▶ _Problem requirements_
What is needed is an exact printout of all the data.

━━━

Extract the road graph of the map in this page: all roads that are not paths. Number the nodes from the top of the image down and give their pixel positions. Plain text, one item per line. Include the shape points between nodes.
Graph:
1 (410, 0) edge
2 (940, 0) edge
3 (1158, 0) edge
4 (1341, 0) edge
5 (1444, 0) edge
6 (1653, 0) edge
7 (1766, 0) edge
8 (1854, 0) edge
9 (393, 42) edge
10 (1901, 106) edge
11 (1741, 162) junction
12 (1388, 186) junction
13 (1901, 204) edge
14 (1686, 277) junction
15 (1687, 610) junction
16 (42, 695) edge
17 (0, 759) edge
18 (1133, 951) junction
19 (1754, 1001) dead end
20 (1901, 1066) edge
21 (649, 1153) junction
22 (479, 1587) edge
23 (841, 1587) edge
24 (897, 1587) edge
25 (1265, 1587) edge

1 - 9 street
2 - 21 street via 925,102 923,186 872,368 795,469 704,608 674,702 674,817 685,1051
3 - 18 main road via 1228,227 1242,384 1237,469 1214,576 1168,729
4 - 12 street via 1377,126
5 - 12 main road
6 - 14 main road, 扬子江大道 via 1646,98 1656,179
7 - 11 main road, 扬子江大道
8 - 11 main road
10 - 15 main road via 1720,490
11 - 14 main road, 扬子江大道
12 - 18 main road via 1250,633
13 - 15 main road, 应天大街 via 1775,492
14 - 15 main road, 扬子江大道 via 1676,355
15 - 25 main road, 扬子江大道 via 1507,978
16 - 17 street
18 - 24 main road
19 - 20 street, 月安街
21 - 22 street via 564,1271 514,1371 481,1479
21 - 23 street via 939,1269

━━━

▶ _Response box_
Extract the road graph of the map in this page: all roads that are not paths. Number the nodes from the top of the image down and give their pixel positions. Plain text, one item per line. Include the shape points between nodes.
Graph:
1 (410, 0) edge
2 (940, 0) edge
3 (1158, 0) edge
4 (1341, 0) edge
5 (1444, 0) edge
6 (1653, 0) edge
7 (1766, 0) edge
8 (1854, 0) edge
9 (393, 42) edge
10 (1901, 106) edge
11 (1741, 162) junction
12 (1388, 186) junction
13 (1901, 204) edge
14 (1686, 277) junction
15 (1687, 610) junction
16 (42, 695) edge
17 (0, 759) edge
18 (1133, 951) junction
19 (1754, 1001) dead end
20 (1901, 1066) edge
21 (649, 1153) junction
22 (479, 1587) edge
23 (841, 1587) edge
24 (897, 1587) edge
25 (1265, 1587) edge

1 - 9 street
2 - 21 street via 925,102 923,186 872,368 795,469 704,608 674,702 674,817 685,1051
3 - 18 main road via 1228,227 1242,384 1237,469 1214,576 1168,729
4 - 12 street via 1377,126
5 - 12 main road
6 - 14 main road, 扬子江大道 via 1646,98 1656,179
7 - 11 main road, 扬子江大道
8 - 11 main road
10 - 15 main road via 1720,490
11 - 14 main road, 扬子江大道
12 - 18 main road via 1250,633
13 - 15 main road, 应天大街 via 1775,492
14 - 15 main road, 扬子江大道 via 1676,355
15 - 25 main road, 扬子江大道 via 1507,978
16 - 17 street
18 - 24 main road
19 - 20 street, 月安街
21 - 22 street via 564,1271 514,1371 481,1479
21 - 23 street via 939,1269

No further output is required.